Baixista, coautor da letra do rock-samba Brasil (1988) e diretor musical deste derradeiro show eternizado no álbum ao vivo intitulado O tempo não para e lançado em janeiro de 1989, Nilo Romero é enfocado o tempo todo pelas câmeras enquanto entrevista – ou conversa, termo mais adequado – com Roberto Frejat, Leo Jaime, George Israel, Ney Matogrosso e Lucinha Araújo (mãe de Cazuza), entre outras pessoas que partilharam da intimidade de Cazuza.
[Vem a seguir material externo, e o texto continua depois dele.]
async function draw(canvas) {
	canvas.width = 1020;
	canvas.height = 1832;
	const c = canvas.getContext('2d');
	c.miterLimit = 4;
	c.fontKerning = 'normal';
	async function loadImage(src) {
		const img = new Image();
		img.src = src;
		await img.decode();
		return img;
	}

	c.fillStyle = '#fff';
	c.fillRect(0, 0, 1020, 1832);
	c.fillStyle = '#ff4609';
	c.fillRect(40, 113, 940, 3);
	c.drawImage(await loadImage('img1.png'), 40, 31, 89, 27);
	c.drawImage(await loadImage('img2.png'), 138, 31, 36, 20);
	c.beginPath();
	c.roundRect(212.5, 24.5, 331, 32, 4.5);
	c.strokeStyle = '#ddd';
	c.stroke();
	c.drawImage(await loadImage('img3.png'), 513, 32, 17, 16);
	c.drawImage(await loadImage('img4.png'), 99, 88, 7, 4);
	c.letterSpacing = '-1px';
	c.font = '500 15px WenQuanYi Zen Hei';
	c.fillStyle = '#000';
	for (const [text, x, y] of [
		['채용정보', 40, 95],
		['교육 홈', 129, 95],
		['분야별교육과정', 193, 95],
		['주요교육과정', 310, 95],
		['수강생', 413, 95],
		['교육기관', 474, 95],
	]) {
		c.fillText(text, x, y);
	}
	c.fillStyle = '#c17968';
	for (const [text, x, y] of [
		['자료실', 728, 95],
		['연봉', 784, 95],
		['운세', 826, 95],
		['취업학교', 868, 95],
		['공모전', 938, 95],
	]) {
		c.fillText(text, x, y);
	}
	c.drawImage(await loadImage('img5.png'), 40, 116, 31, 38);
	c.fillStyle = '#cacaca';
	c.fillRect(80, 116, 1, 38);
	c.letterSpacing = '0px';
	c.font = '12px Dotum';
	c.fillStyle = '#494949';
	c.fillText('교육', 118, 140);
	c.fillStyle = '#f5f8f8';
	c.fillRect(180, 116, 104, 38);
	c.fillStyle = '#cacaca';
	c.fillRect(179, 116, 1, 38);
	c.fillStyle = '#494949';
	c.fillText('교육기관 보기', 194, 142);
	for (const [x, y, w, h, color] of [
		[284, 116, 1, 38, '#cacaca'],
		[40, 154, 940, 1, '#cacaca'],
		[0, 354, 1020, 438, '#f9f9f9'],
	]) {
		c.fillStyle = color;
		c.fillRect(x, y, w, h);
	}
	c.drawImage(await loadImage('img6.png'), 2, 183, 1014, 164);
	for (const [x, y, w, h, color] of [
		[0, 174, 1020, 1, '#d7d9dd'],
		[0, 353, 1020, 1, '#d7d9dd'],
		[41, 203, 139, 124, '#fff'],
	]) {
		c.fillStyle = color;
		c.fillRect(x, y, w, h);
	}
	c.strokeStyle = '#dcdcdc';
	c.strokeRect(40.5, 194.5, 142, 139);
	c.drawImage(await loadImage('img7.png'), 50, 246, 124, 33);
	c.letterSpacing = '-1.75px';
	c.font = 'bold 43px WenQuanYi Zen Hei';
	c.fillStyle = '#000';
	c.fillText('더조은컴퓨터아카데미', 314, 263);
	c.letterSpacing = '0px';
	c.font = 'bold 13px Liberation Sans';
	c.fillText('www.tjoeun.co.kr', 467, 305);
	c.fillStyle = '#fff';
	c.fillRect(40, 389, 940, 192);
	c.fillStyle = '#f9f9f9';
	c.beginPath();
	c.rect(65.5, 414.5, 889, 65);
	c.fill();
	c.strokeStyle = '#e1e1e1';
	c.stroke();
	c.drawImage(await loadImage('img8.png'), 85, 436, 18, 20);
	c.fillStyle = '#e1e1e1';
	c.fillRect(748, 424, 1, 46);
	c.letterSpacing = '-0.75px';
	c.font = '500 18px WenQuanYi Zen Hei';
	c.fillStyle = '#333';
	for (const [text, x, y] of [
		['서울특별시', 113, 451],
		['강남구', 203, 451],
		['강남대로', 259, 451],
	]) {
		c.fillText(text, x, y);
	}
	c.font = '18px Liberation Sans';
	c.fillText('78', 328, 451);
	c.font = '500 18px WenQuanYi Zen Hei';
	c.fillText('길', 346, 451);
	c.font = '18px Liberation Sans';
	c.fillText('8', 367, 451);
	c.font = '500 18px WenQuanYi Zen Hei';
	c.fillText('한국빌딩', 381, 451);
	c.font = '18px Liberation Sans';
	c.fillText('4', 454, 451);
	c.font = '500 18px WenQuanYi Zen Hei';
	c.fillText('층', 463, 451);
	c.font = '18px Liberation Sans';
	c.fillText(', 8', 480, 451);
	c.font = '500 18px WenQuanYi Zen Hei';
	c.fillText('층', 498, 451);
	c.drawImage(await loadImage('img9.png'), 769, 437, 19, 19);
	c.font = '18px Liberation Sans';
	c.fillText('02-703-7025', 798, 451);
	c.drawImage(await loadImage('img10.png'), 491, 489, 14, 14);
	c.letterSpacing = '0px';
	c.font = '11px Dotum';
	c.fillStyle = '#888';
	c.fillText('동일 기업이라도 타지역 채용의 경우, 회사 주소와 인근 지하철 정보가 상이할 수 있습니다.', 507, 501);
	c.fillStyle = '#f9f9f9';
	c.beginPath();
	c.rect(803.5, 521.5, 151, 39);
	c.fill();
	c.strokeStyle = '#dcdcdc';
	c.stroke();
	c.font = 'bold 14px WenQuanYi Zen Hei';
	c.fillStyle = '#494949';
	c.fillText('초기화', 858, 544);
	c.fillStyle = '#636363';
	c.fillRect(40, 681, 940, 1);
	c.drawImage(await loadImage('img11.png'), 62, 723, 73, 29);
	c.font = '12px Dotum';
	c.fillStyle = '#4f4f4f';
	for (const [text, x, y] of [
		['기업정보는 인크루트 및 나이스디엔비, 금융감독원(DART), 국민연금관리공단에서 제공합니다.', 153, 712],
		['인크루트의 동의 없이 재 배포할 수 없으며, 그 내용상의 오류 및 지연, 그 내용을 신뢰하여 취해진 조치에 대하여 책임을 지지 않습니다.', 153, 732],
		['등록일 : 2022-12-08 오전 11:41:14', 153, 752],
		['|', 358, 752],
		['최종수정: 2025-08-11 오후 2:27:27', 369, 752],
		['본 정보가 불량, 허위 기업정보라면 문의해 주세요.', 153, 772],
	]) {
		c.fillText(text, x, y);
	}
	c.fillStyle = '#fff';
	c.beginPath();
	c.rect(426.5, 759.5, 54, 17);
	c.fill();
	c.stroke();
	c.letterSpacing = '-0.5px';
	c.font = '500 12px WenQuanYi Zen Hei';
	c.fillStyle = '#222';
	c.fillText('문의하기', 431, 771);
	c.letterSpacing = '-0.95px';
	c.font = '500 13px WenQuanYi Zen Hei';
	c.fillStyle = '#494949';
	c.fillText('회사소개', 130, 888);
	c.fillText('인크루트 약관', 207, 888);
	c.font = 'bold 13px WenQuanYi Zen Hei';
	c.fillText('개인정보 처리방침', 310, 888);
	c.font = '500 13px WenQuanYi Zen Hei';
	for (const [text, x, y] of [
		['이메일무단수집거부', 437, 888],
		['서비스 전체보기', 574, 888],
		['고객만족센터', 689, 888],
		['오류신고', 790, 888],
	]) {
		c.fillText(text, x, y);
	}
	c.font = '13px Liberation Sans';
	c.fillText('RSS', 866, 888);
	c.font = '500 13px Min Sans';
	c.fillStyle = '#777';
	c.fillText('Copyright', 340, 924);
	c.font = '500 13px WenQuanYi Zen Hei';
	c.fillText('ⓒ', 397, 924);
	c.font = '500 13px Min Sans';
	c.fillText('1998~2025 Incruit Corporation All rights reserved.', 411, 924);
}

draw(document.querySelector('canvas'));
Com estreia marcada nos cinemas para 17 de julho, o filme Cazuza – Boas novas é valorizado por significativas imagens de arquivo. Há takes de Cazuza no casamento do parceiro George Israel em 1987 e de momentos de lazer do artista na Fazenda Inglesa em Petrópolis (RJ) em 1988), além de números do show feito pelo cantor no Teatro Ipanema em 1987 – ano em que Cazuza promovia o segundo álbum solo, Só se for a dois, já ciente de ser portador do HIV – e do espetáculo arrebatador de 1988 / 1989.
Sem cair na armadilha piegas de ecoar um blues da piedade, o filme se desvia do tom lacrimoso. Quem chora diante das câmeras e diante de Flávio Colker – fotógrafo das imagens dos álbuns de Cazuza – é o próprio diretor Nilo Romero ao lembrar que, abalado com as tensões da turnê O tempo não para, preferiu se afastar quando Cazuza decidiu gravar o último álbum de estúdio, Burguesia (1989).
Produtor desse disco duplo, atestado do intenso jorro criativo que mantinha Cazuza vivo naquela época de frequentes crises de saúde, João Rebouças explica no filme o sentido de urgência imposto pelo cantor na gravação de Burguesia. Nenhuma voz era refeita. Não havia tempo.
No geral, os depoimentos são interessantes e fogem dos elogios genéricos e superlativos típicos de documentários. Além de desmistificar o primeiro encontro com o futuro parceiro, Frejat lembra a mágoa que sentiu quando Cazuza comunicou que estava saindo da banda Barão Vermelho e enfatiza que, mais tarde, a amizade com Cazuza ficou mais sólida quando eles voltaram a se falar seis meses após a ruptura.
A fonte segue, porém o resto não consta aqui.